Please don’t tune out this election.
It may be tempting to feel jaded and disengaged, but elections are when we can hold governments to account and can demand that elected officials do their jobs. These policies, and the budgets that flow from them, have enormous impact on the delay lives of people in our communities, particularly the most vulnerable people.
There are four election issues of primary importance to Bruce House clients: housing, food, ODSP rates, and funding for the HIV/AIDS sector.
Ask your candidates how their will address these issues. Hold the media to account when they neglect to ask. Question party platforms. Make it clear your vote will be influenced by knowing your candidate cares about the lives, health, and wellbeing of people living with HIV in your community.

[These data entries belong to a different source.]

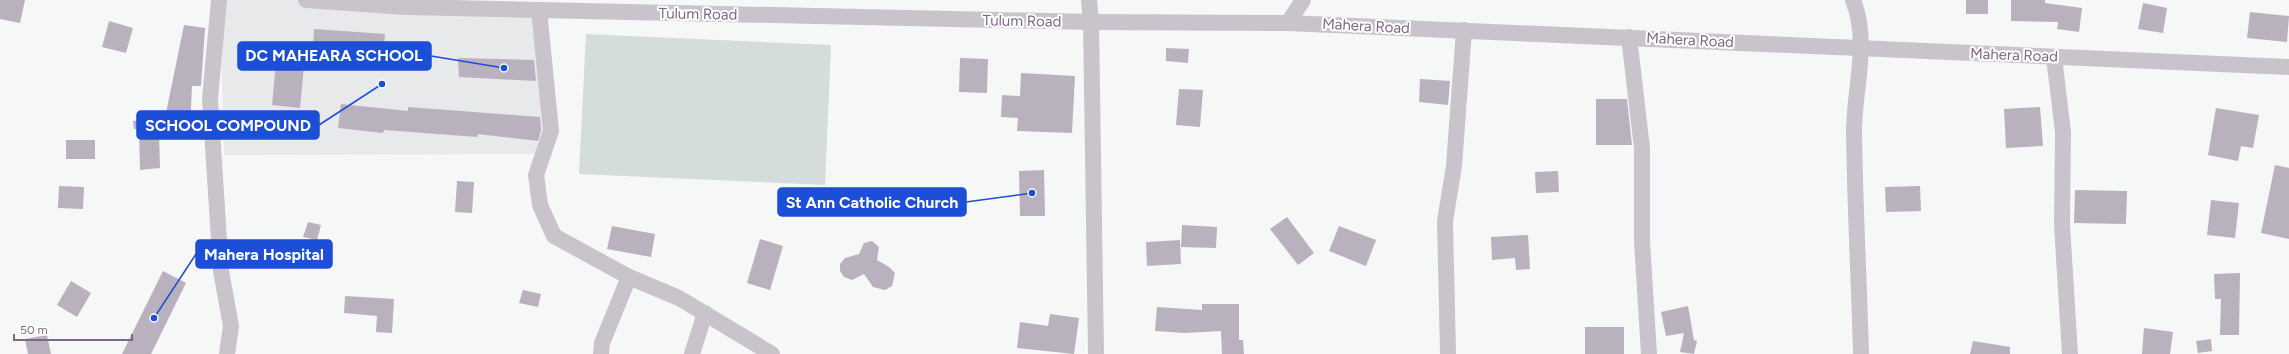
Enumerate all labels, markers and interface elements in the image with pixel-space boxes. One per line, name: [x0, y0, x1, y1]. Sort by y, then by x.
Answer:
street label: Tulum Road: [659, 4, 737, 24]
street label: Tulum Road: [983, 11, 1061, 31]
street label: Mahera Road: [1322, 15, 1410, 37]
street label: Mahera Road: [1646, 29, 1734, 51]
callout: DC MAHEARA SCHOOL: [238, 42, 431, 70]
street label: Mahera Road: [1970, 44, 2058, 66]
text: DC MAHEARA SCHOOL: [245, 46, 423, 65]
callout: SCHOOL COMPOUND: [137, 111, 319, 139]
text: SCHOOL COMPOUND: [145, 116, 311, 135]
callout: St Ann Catholic Church: [778, 188, 966, 216]
text: St Ann Catholic Church: [786, 193, 958, 212]
callout: Mahera Hospital: [196, 240, 332, 268]
text: Mahera Hospital: [204, 245, 324, 264]
scale bar: [14, 316, 132, 342]
text: 50 m: [20, 323, 48, 337]

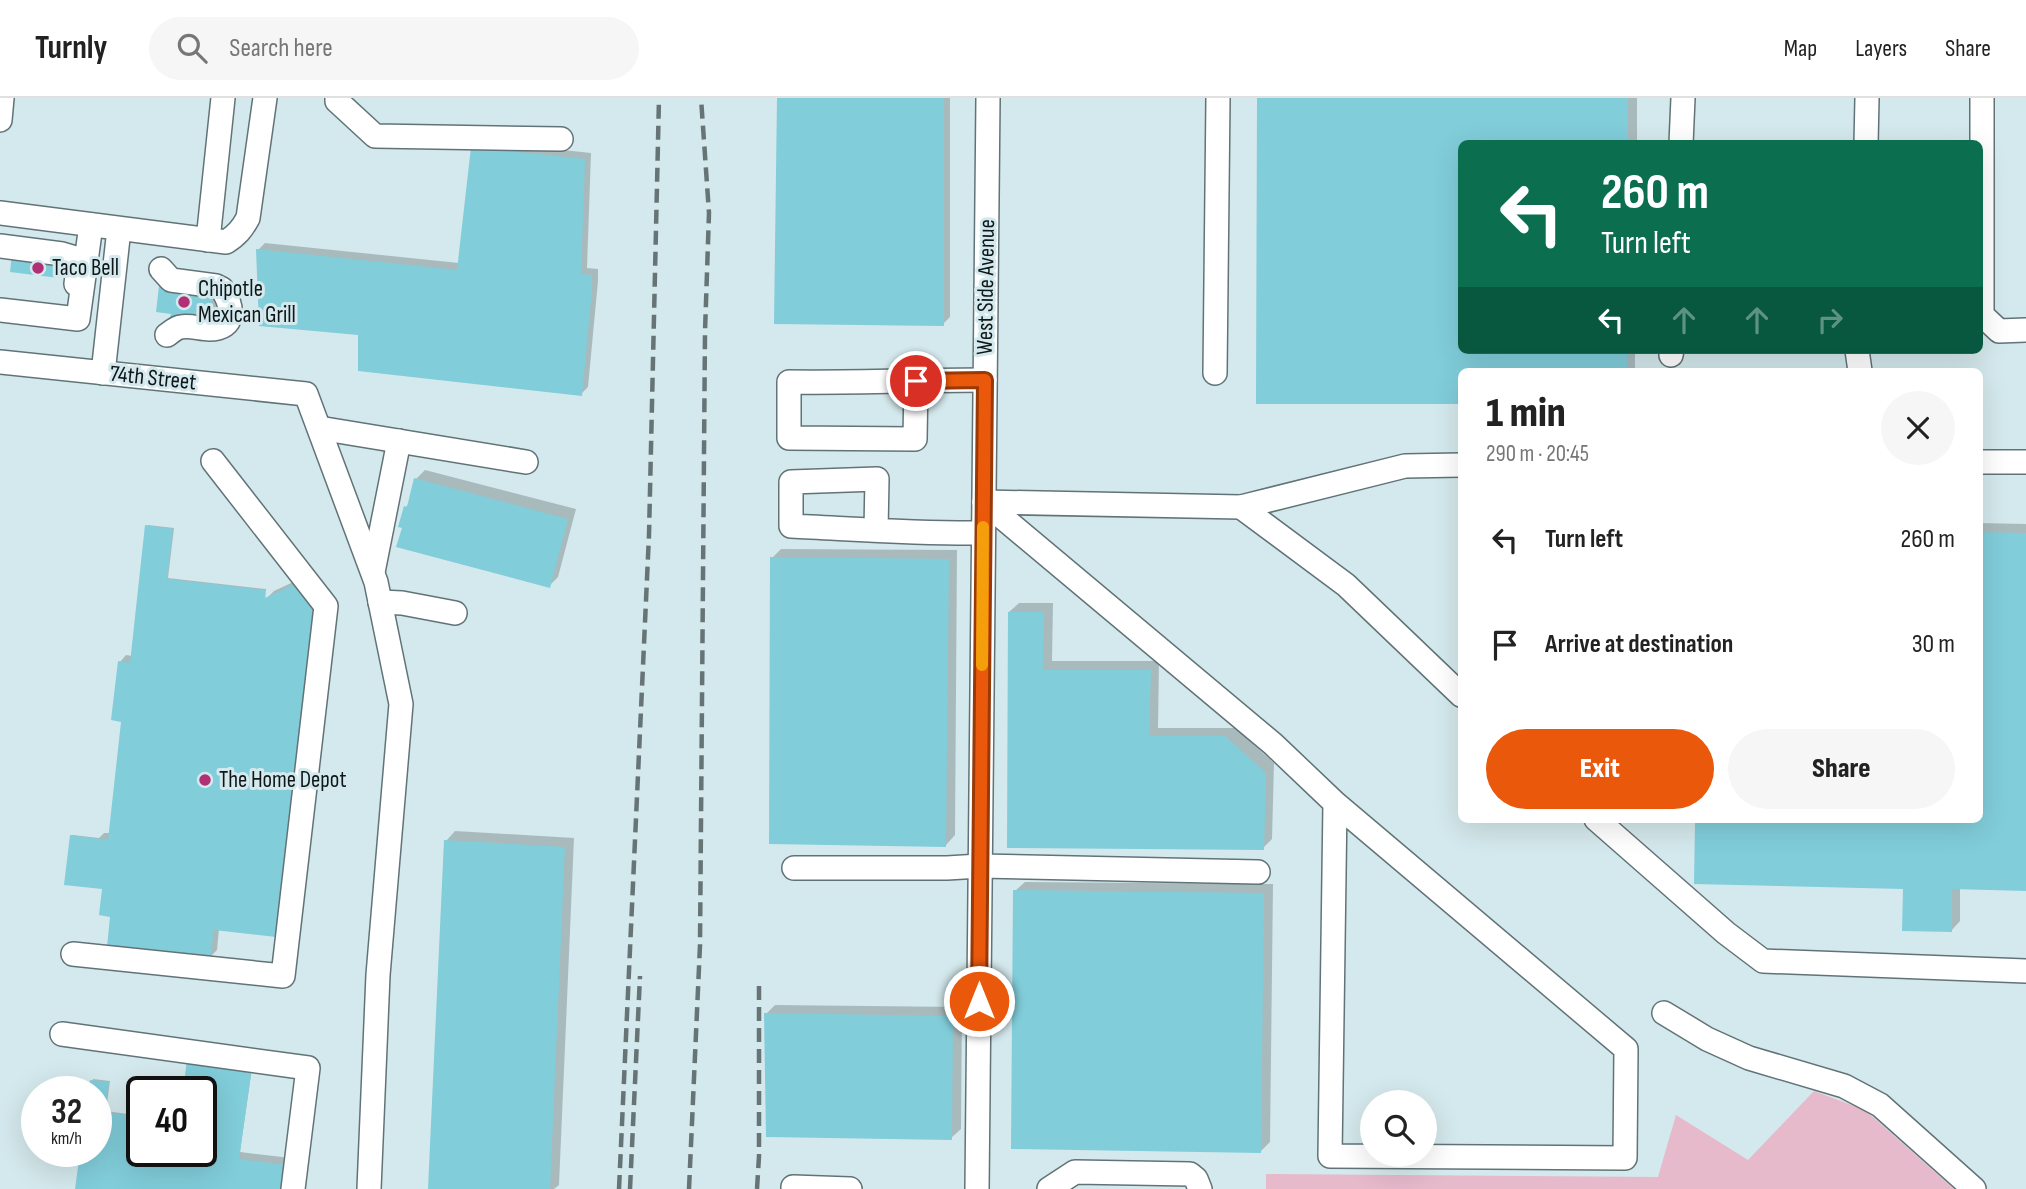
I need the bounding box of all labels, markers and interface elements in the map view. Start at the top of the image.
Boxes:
search box [149,17,639,80]
text: Turnly [35,28,107,68]
icon: search [173,29,211,67]
text: Search here [229,33,333,64]
text: Map [1784,34,1817,63]
text: Layers [1855,34,1907,63]
text: Share [1945,34,1991,63]
text: 260 m [1601,164,1709,223]
icon: left [1486,168,1577,259]
street label: West Side Avenue [971,219,1001,355]
text: Turn left [1601,224,1691,263]
place label: Taco Bell [52,254,119,282]
marker: Taco Bell [30,260,46,276]
place label: Chipotle Mexican Grill [198,275,296,329]
marker: Chipotle Mexican Grill [176,294,192,310]
icon: left [1592,301,1630,339]
icon: ahead [1665,301,1703,339]
icon: ahead [1738,301,1776,339]
icon: right [1811,301,1849,339]
pin [886,351,946,411]
street label: 74th Street [108,360,198,396]
icon: arrive [897,362,935,400]
text: 1 min [1486,388,1566,439]
button: close [1881,391,1955,465]
text: 290 m · 20:45 [1486,440,1589,468]
icon: left [1486,521,1524,559]
text: Turn left [1545,524,1623,555]
text: 260 m [1900,524,1955,555]
icon: arrive [1486,626,1524,664]
text: Arrive at destination [1545,629,1733,660]
text: 30 m [1912,629,1955,660]
button: Exit [1486,729,1714,809]
button: Share [1728,729,1955,809]
place label: The Home Depot [219,766,346,794]
marker: The Home Depot [197,772,213,788]
position arrow [942,964,1016,1038]
speed limit sign: 40 [126,1076,217,1167]
map controls [1360,1090,1437,1167]
button: search [1360,1090,1437,1167]
text: 32 [51,1091,82,1134]
text: km/h [51,1128,82,1149]

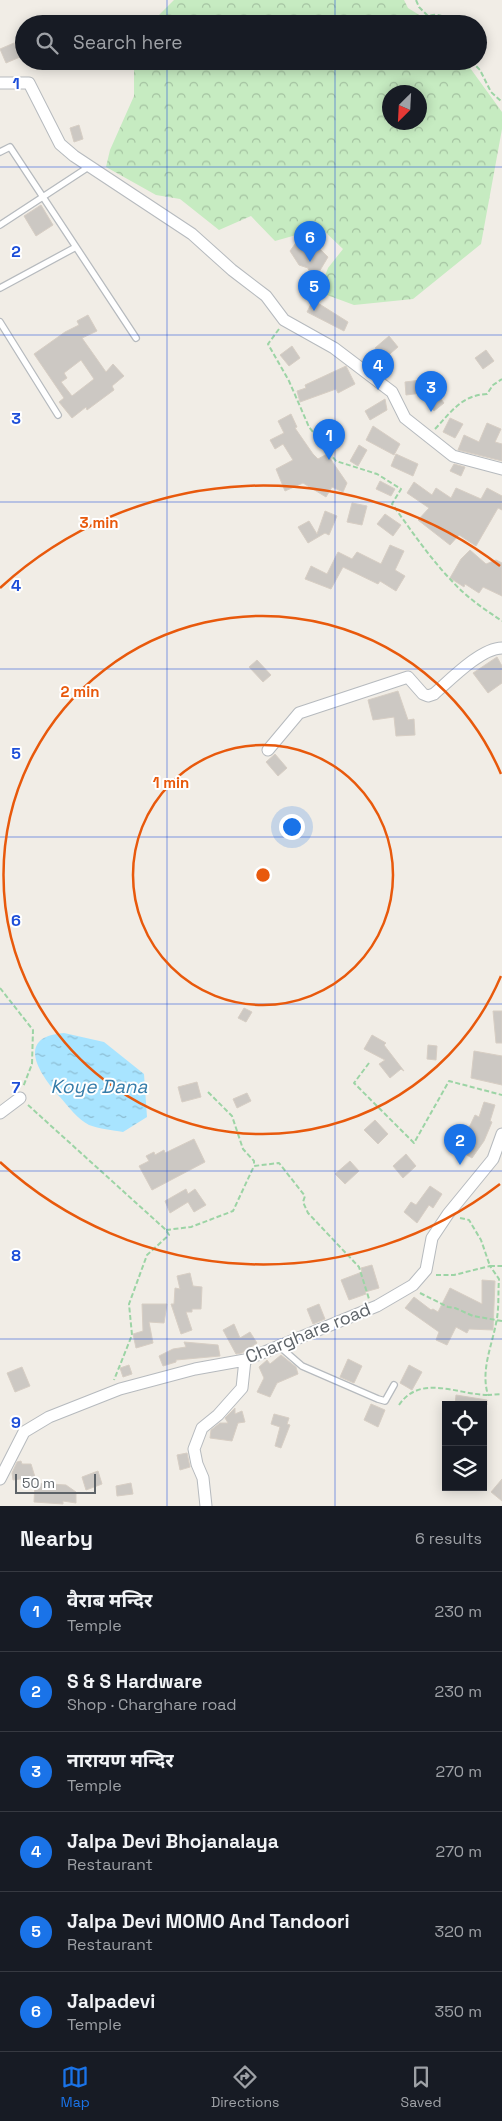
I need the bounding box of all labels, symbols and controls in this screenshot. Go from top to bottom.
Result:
search box [15,15,487,70]
icon: search [33,29,61,57]
text: Search here [73,30,183,55]
text: 1 [12,73,20,94]
north arrow [382,85,427,130]
pin: 6 [294,221,326,262]
text: 2 [11,241,21,262]
pin: 5 [298,270,330,311]
pin: 4 [362,349,394,390]
pin: 3 [415,371,447,412]
text: 3 [11,408,21,429]
pin: 1 [313,419,345,460]
text: 3 min [80,513,118,532]
text: 4 [11,575,21,596]
text: 2 min [61,682,99,701]
text: 5 [11,743,21,764]
text: 1 min [153,773,189,792]
your location [279,814,305,840]
centre of rings [254,866,272,884]
text: 6 [11,910,21,931]
water label: Koye Dana [51,1074,147,1099]
text: 7 [12,1077,21,1098]
pin: 2 [444,1124,476,1165]
text: 8 [11,1245,21,1266]
street label: Charghare road [242,1297,374,1368]
map controls [442,1401,487,1491]
button: locate [442,1401,487,1446]
text: 9 [11,1412,21,1433]
button: layers [442,1446,487,1491]
scale bar [15,1471,96,1494]
text: 50 m [22,1474,55,1492]
text: Nearby [20,1525,93,1552]
text: 6 results [415,1528,482,1549]
text: वैराब मन्दिर [67,1588,152,1613]
text: 1 [32,1601,40,1622]
text: 230 m [435,1601,482,1622]
text: Temple [67,1615,122,1636]
text: S & S Hardware [67,1669,203,1694]
text: 2 [31,1681,41,1702]
text: 230 m [435,1681,482,1702]
text: Shop · Charghare road [67,1694,237,1715]
text: नारायण मन्दिर [67,1748,174,1773]
text: 3 [31,1761,41,1782]
text: 270 m [435,1761,482,1782]
text: Temple [67,1775,122,1796]
text: Jalpa Devi Bhojanalaya [67,1829,279,1854]
text: 4 [31,1841,41,1862]
text: 270 m [435,1841,482,1862]
text: Restaurant [67,1854,153,1875]
text: Jalpa Devi MOMO And Tandoori [67,1909,350,1934]
text: 5 [31,1921,41,1942]
text: 320 m [435,1921,482,1942]
text: Restaurant [67,1934,153,1955]
text: Jalpadevi [67,1989,155,2014]
text: 6 [31,2001,41,2022]
text: 350 m [435,2001,482,2022]
text: Temple [67,2014,122,2035]
tab: Map [61,2063,90,2111]
tab: Directions [211,2063,279,2111]
tab: Saved [401,2063,441,2111]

People need safe and affordable places to live
Ottawa has 12,000 people waiting for subsidized housing, and many thousands more in need of affordable and appropriate homes. The situation is so dire that the City of Ottawa has been housing families with young children in hotels for many years. Many people living with illness or disability are forced to live in unsafe or inadequate homes because they cannot afford to move.
there is an urgent need for subsidised homes for individuals and families impacted by HIV, the wait list for a Bruce House apartment is now several years.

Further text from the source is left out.